The first story, Suddenly a knock on the door, is as you say Edna about creation, but I would describe it a bit differently. The story is how life and some action is both necessary for creation - the knock on the door, something happening - but also constantly disturbs it. People demand a story from him at gun point - he feels pressure and all he asks for is some quite time to work and then he will easily manage to write, but he also needs the action to create, as as you say Edna one doesn't create out of nothing. He both needs the knock on the door in order to create, but also the knocks constantly stop the creation process.

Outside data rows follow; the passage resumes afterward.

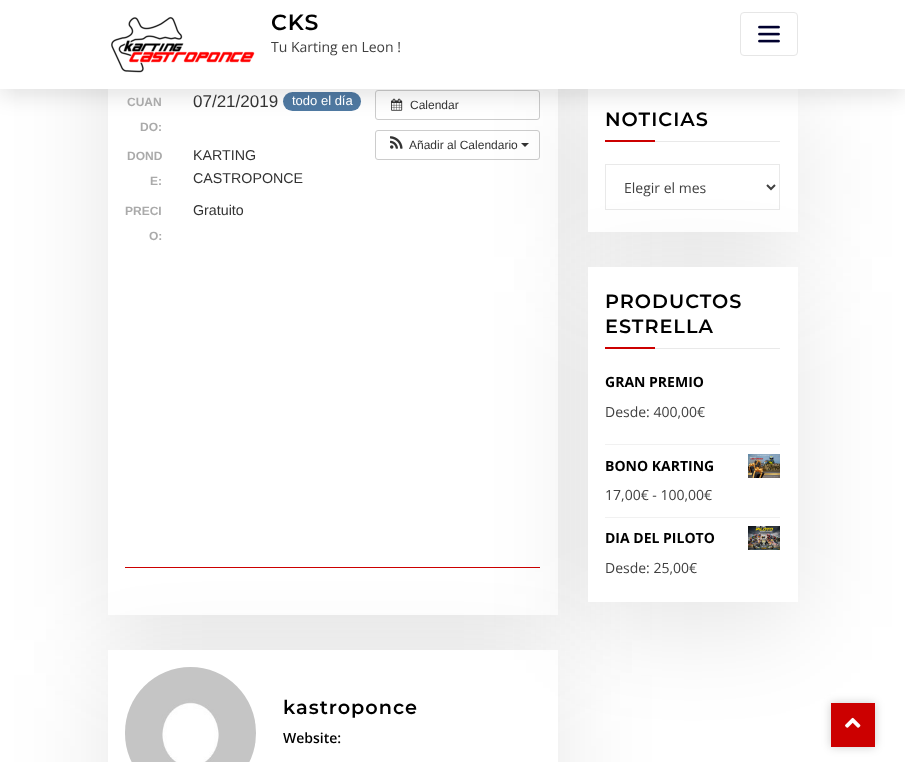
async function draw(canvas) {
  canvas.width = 905
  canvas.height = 762
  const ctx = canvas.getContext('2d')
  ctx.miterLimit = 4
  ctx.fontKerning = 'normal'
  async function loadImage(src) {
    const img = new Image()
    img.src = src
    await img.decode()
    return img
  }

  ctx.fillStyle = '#fff'
  ctx.fillRect(0, 0, 905, 762)
  ctx.save()
  ctx.beginPath()
  ctx.moveTo(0, 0)
  ctx.lineTo(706, 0)
  ctx.lineTo(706, 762)
  ctx.lineTo(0, 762)
  ctx.closePath()
  ctx.moveTo(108, -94)
  ctx.lineTo(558, -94)
  ctx.lineTo(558, 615)
  ctx.lineTo(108, 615)
  ctx.closePath()
  ctx.clip('evenodd')
  ctx.fillStyle = '#0000001a'
  ctx.filter = 'blur(49px)'
  ctx.beginPath()
  ctx.rect(108, -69, 450, 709)
  ctx.fill()
  ctx.filter = 'none'
  ctx.restore()
  ctx.fillStyle = '#507aa3'
  ctx.beginPath()
  ctx.roundRect(283, 92, 78, 19, 9.5)
  ctx.fill()
  ctx.beginPath()
  ctx.roundRect(375.5, 90.5, 164, 29, 2.5)
  ctx.strokeStyle = '#ccc'
  ctx.stroke()
  ctx.drawImage(await loadImage('image2.png'), 391, 98, 12, 13)
  ctx.beginPath()
  ctx.roundRect(375.5, 130.5, 164, 29, 2.5)
  ctx.stroke()
  ctx.fillStyle = '#333'
  ctx.beginPath()
  ctx.moveTo(521, 143)
  ctx.lineTo(529, 143)
  ctx.lineTo(525, 147)
  ctx.closePath()
  ctx.fill()
  ctx.fillStyle = '#0000001a'
  ctx.filter = 'blur(49px)'
  ctx.beginPath()
  ctx.rect(588, 110, 210, 147)
  ctx.fill()
  ctx.filter = 'none'
  ctx.fillStyle = '#fff'
  ctx.fillRect(588, 89, 210, 143)
  ctx.fillStyle = '#0000001a'
  ctx.filter = 'blur(10px)'
  ctx.beginPath()
  ctx.rect(0, 8, 905, 89)
  ctx.fill()
  ctx.filter = 'none'
  ctx.fillStyle = '#fff'
  ctx.fillRect(0, 0, 905, 89)
  ctx.drawImage(await loadImage('image0.png'), 111, 16, 144, 57)
  ctx.letterSpacing = '1px'
  ctx.font = '600 22px Montserrat'
  ctx.fillStyle = '#000'
  ctx.fillText('CKS', 271, 30)
  ctx.letterSpacing = '0px'
  ctx.font = '14px Open Sans'
  ctx.fillStyle = '#404040'
  ctx.fillText('Tu Karting en Leon !', 271, 52)
  ctx.beginPath()
  ctx.roundRect(740.5, 12.5, 57, 43, 3.5)
  ctx.strokeStyle = '#e6e6e6'
  ctx.stroke()
  ctx.drawImage(await loadImage('image1.png'), 758, 25, 22, 18)
  ctx.font = 'bold 12px Liberation Sans'
  ctx.fillStyle = '#aaa'
  ctx.fillText('CUAN', 127, 106)
  ctx.fillText('DO:', 140, 131)
  ctx.font = '17px Liberation Sans'
  ctx.fillStyle = '#333'
  ctx.fillText('07/21/2019', 193, 107)
  ctx.font = '13px Liberation Sans'
  ctx.fillStyle = '#fff'
  ctx.fillText('todo el día', 292, 105)
  ctx.font = 'bold 12px Liberation Sans'
  ctx.fillStyle = '#aaa'
  ctx.fillText('DOND', 127, 160)
  ctx.fillText('E:', 150, 185)
  ctx.font = '14.25px Liberation Sans'
  ctx.fillStyle = '#333'
  ctx.fillText('KARTING', 193, 160)
  ctx.fillText('CASTROPONCE', 193, 183)
  ctx.font = 'bold 12px Liberation Sans'
  ctx.fillStyle = '#aaa'
  ctx.fillText('PRECI', 125, 215)
  ctx.fillText('O:', 149, 240)
  ctx.font = '14.25px Liberation Sans'
  ctx.fillStyle = '#333'
  ctx.fillText('Gratuito', 193, 215)
  ctx.font = '12px Liberation Sans'
  ctx.fillText('Calendar', 410, 109)
  ctx.drawImage(await loadImage('image3.png'), 390, 136, 13, 13)
  ctx.fillText('Añadir al Calendario', 409, 149)
  ctx.fillStyle = '#0000001a'
  ctx.filter = 'blur(49px)'
  ctx.beginPath()
  ctx.rect(108, 675, 450, 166)
  ctx.fill()
  ctx.filter = 'none'
  ctx.fillStyle = '#c00'
  ctx.fillRect(125, 567, 415, 1)
  ctx.fillStyle = '#fff'
  ctx.fillRect(108, 650, 450, 112)
  ctx.drawImage(await loadImage('image4.png'), 125, 667, 131, 95)
  ctx.letterSpacing = '1px'
  ctx.font = '600 19.25px Montserrat'
  ctx.fillStyle = '#000'
  ctx.fillText('kastroponce', 283, 714)
  ctx.letterSpacing = '0px'
  ctx.font = '600 14px Open Sans'
  ctx.fillText('Website:', 283, 743)
  ctx.fillStyle = '#e9e9e9'
  ctx.fillRect(655, 141, 125, 1)
  ctx.letterSpacing = '1px'
  ctx.font = '600 19.25px Montserrat'
  ctx.fillStyle = '#000'
  ctx.fillText('NOTICIAS', 605, 126)
  ctx.fillStyle = '#c00'
  ctx.fillRect(605, 140, 50, 2)
  ctx.strokeStyle = '#e9e9e9'
  ctx.strokeRect(605.5, 164.5, 174, 45)
  ctx.beginPath()
  ctx.moveTo(767, 185)
  ctx.lineTo(771, 189)
  ctx.lineTo(775, 185)
  ctx.strokeStyle = '#404040'
  ctx.lineWidth = 2
  ctx.stroke()
  ctx.fillStyle = '#0000001a'
  ctx.filter = 'blur(49px)'
  ctx.beginPath()
  ctx.rect(588, 292, 210, 335)
  ctx.fill()
  ctx.filter = 'none'
  ctx.letterSpacing = '0px'
  ctx.font = '14px Open Sans'
  ctx.fillStyle = '#404040'
  ctx.fillText('Elegir el mes', 624, 193)
  ctx.fillStyle = '#fff'
  ctx.fillRect(588, 267, 210, 335)
  ctx.fillStyle = '#e9e9e9'
  ctx.fillRect(655, 348, 125, 1)
  ctx.letterSpacing = '1px'
  ctx.font = '600 19.25px Montserrat'
  ctx.fillStyle = '#000'
  ctx.fillText('PRODUCTOS', 605, 308)
  ctx.fillText('ESTRELLA', 605, 333)
  ctx.fillStyle = '#c00'
  ctx.fillRect(605, 347, 50, 2)
  ctx.fillStyle = '#f1f1f1'
  ctx.fillRect(605, 444, 175, 1)
  ctx.letterSpacing = '0px'
  ctx.font = 'bold 14px Open Sans'
  ctx.fillStyle = '#000'
  ctx.fillText('GRAN PREMIO', 605, 387)
  ctx.font = '14px Open Sans'
  ctx.fillStyle = '#404040'
  ctx.fillText('Desde: 400,00€', 605, 417)
  ctx.fillStyle = '#f1f1f1'
  ctx.fillRect(605, 517, 175, 1)
  ctx.font = 'bold 14px Open Sans'
  ctx.fillStyle = '#000'
  ctx.fillText('BONO KARTING', 605, 471)
  ctx.drawImage(await loadImage('image5.png'), 748, 454, 32, 24)
  ctx.font = '14px Open Sans'
  ctx.fillStyle = '#404040'
  ctx.fillText('17,00€ - 100,00€', 605, 500)
  ctx.font = 'bold 14px Open Sans'
  ctx.fillStyle = '#000'
  ctx.fillText('DIA DEL PILOTO', 605, 543)
  ctx.drawImage(await loadImage('image6.png'), 748, 526, 32, 24)
  ctx.font = '14px Open Sans'
  ctx.fillStyle = '#404040'
  ctx.fillText('Desde: 25,00€', 605, 573)
  ctx.fillStyle = '#00000033'
  ctx.filter = 'blur(5px)'
  ctx.beginPath()
  ctx.rect(831, 703, 44, 44)
  ctx.fill()
  ctx.filter = 'none'
  ctx.fillStyle = '#c00'
  ctx.fillRect(831, 703, 44, 44)
  ctx.drawImage(await loadImage('image7.png'), 845, 717, 16, 11)
}

draw(document.querySelector('canvas'))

We have seen many movies with the author sitting in a cabin and just yearning for a knock on the door to save him/her from the silence and boredom, but at the same time the author chose that quite cabin as the only place to work. Here there are the people demanding a story from him to save them from their boring life, but he needs them, the readers, to save him from his boring life.
It's a great story, but I was wondering about how we read it as about creation in general and not simply Etagr's creation process. What he describes is not true for everyone, nor does he claim it to be true for everyone, and yet because it isn't I feel somewhat disturbed.
I find the image, suddenly a knock on the door, a terrific image of a moment which is both responsible for creation (in providing source-material and action) and for its negation (in being a disturbance, and the way life stops you from creating).
We'll see how this motif continues in the book.